Study of the lasso peptide microcin J25 effect on the E. coli terminal oxidases

GALVAN, E; CHALON, M; MINAHK, C; BELLOMIO, A

San Miguel de Tucumán

Congreso; IIILAFeBS - XLV Reunión Anual Sociedad Argentina de Biofísica; 2016

Sociedad Argentina de Biofísica

The antimicrobial lasso peptide microcin J25 (MccJ25) displays a bacteriostatic activity by inhibiting RNA polymerase. This peptide is secreted by Escherichia coli and it can also target the enzymes of the respiratory chain on the bacterial membrane.

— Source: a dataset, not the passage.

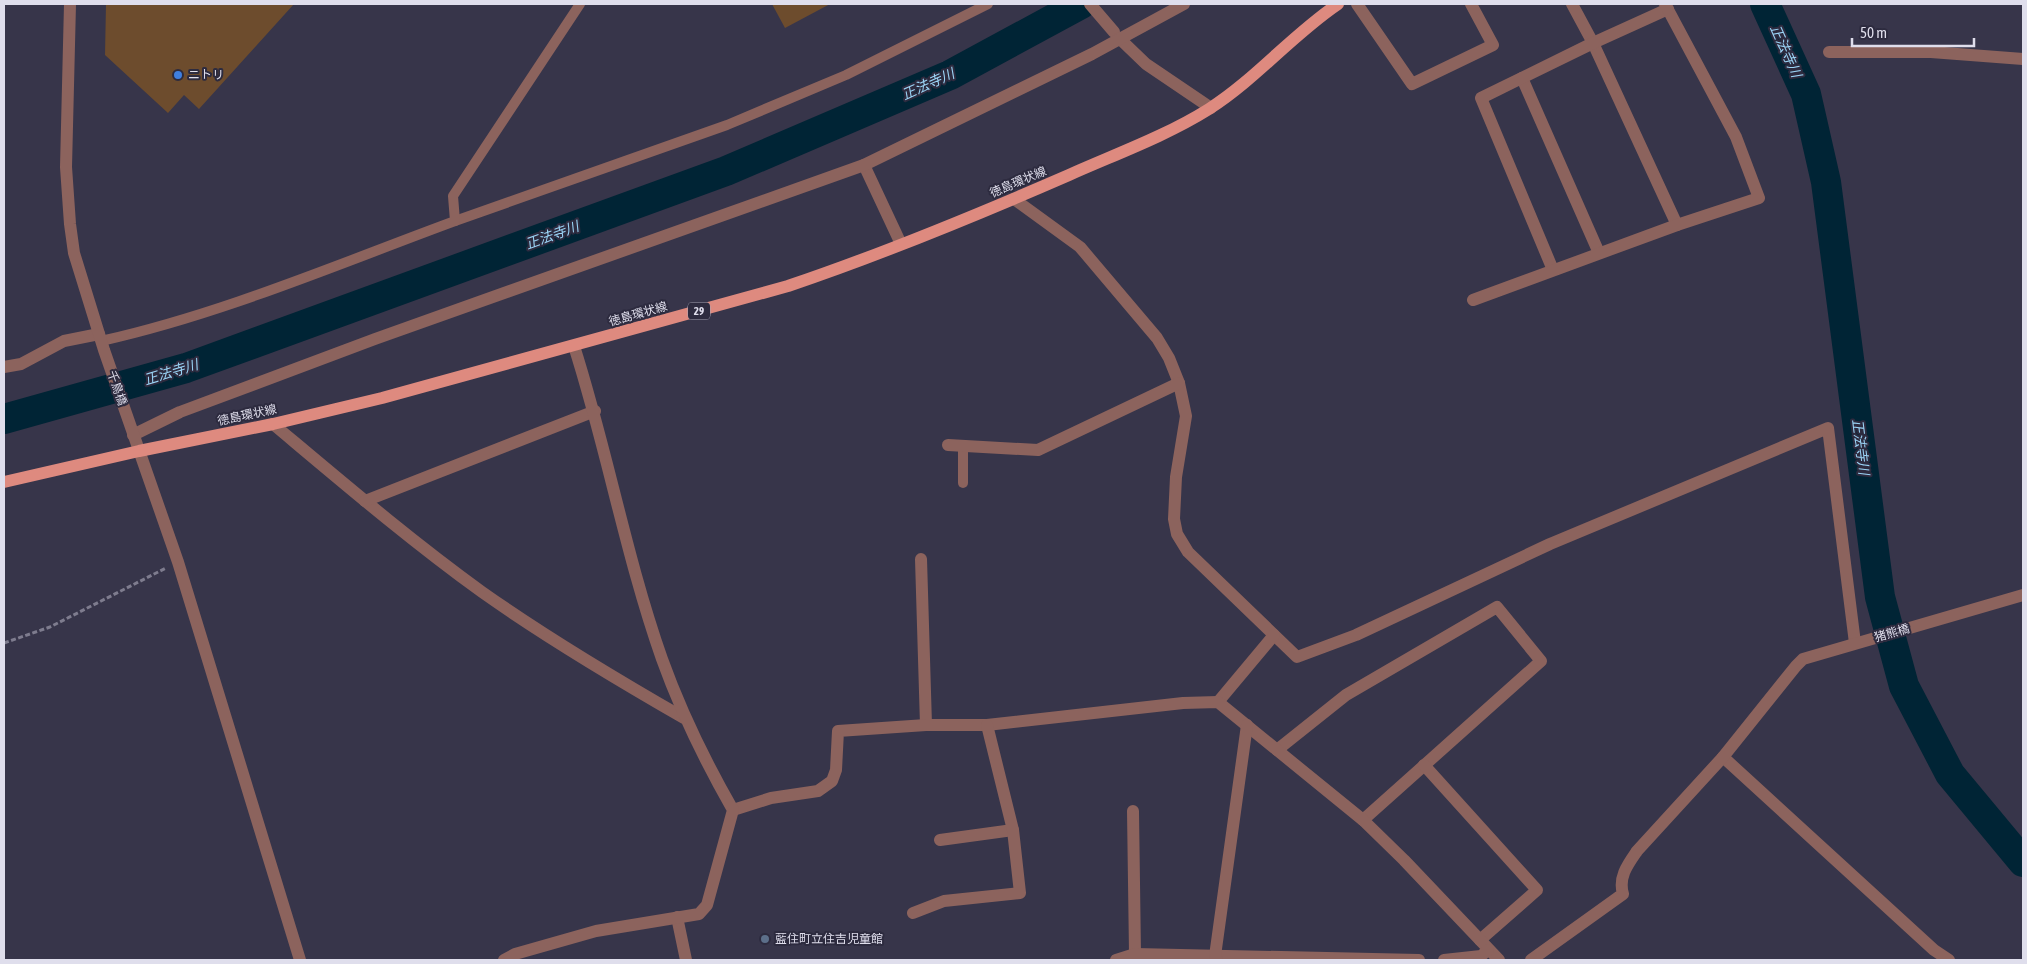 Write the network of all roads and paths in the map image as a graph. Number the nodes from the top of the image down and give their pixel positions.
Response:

E. coli has two type terminal oxidoreductases, the cytochrome bd (bdI and bdII) and cytochrome bo3. Previously, it was demonstrated that the MccJ25 inhibits the cell respiration and increases the superoxide production. In this work, the effect of this peptide on E. coli C43 cytochrome deficient strains was studied. We evaluated the NADH dehydrogenase activity and the oxygen consumption rate. MccJ25-GA1 and Y9F2 are two modified peptides obtained in our laboratory. The ability of these peptides to inhibit the ubiquinol oxidase activity and to produce a superoxide overproduction in the purified cytochromes was also analyzed. Our results indicate that both, cytochrome bdI and bo3, are necessary for MccJ25 inhibitory effect. Because of its extreme resistance to proteolytic degradation and high temperatures, MccJ25 is a potential candidate for a number of applications including food preservation and treatment of food-borne diseases.